God was not to be defined first in abstract terms, but by what happens in the basilica as the Eucharist is celebrated by the gathered believers… People can be puzzled by talk of the Eucharist making the church manifest, but one way in which this is clearly true is the fact that all people gathered – from presiding clergy to rulers and magistrates, shopkeepers and urban poor – are equally prophets, priests and kings, and their relationship is one of communion, in the scriptures, in the kiss of peace, and in sharing the Supper of The Lord. The Christian liturgy is utterly egalitarian: we are all equal in the sight of God. Toffs rub shoulders with vagrants….

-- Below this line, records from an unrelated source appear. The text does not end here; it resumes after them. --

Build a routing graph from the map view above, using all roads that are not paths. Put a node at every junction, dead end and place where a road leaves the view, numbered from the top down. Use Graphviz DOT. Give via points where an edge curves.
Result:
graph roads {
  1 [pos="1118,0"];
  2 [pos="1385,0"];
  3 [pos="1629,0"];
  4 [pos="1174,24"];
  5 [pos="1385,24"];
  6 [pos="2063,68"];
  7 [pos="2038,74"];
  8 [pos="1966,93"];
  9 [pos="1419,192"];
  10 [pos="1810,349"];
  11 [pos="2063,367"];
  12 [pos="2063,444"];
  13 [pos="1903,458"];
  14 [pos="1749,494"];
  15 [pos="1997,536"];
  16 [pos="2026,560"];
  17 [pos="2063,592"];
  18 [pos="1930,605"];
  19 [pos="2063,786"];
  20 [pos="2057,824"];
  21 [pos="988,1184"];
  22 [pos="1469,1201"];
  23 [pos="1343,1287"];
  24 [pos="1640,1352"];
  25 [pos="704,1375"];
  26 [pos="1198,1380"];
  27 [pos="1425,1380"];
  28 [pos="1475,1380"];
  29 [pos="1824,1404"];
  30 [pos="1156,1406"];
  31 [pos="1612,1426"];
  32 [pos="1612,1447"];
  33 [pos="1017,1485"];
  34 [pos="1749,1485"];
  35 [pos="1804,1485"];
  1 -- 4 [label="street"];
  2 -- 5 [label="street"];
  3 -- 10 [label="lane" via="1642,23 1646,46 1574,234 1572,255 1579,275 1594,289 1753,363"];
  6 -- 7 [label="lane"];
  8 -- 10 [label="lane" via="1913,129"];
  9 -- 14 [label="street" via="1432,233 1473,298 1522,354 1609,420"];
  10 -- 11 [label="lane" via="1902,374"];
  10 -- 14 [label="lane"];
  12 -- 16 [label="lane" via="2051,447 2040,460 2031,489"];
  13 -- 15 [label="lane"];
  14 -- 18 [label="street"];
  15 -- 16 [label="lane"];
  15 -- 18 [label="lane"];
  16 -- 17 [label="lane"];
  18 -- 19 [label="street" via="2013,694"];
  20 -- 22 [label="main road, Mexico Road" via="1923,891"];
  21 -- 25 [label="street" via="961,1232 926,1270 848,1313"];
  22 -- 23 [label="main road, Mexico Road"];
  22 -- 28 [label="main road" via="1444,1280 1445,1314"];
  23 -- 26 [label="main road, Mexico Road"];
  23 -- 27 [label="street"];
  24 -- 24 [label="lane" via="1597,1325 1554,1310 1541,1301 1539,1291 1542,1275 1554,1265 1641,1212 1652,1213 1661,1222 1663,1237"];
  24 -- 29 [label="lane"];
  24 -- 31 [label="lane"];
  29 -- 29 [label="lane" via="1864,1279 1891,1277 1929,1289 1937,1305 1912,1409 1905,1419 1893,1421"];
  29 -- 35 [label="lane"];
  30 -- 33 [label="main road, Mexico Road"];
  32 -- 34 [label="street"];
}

In subsequent history the equality of all was often violated when ruling elites came to treat the church as their possession: those creepy English village churches in the grounds of mansions, rebuilt in elegant taste and run by local gentry, are one example of this. But there has always been a gospel law by which one day they would be found wanting…

The drama of the liturgy, then, needs to be performed in such a way that it corresponds to the nature of God and is an icon of God. This way already exists, and our part is to uncover it.

This is the unease I feel as an Anglican each time I am introduced to a colleague with such qualifying phrases as “of course his father was dean at…” There was of course the time I was genuinely told that “they are one of the ‘big families’ in the Church of England nationally”. I just can’t square these concepts with the table we gather around or the Jesus movement we have signed up to.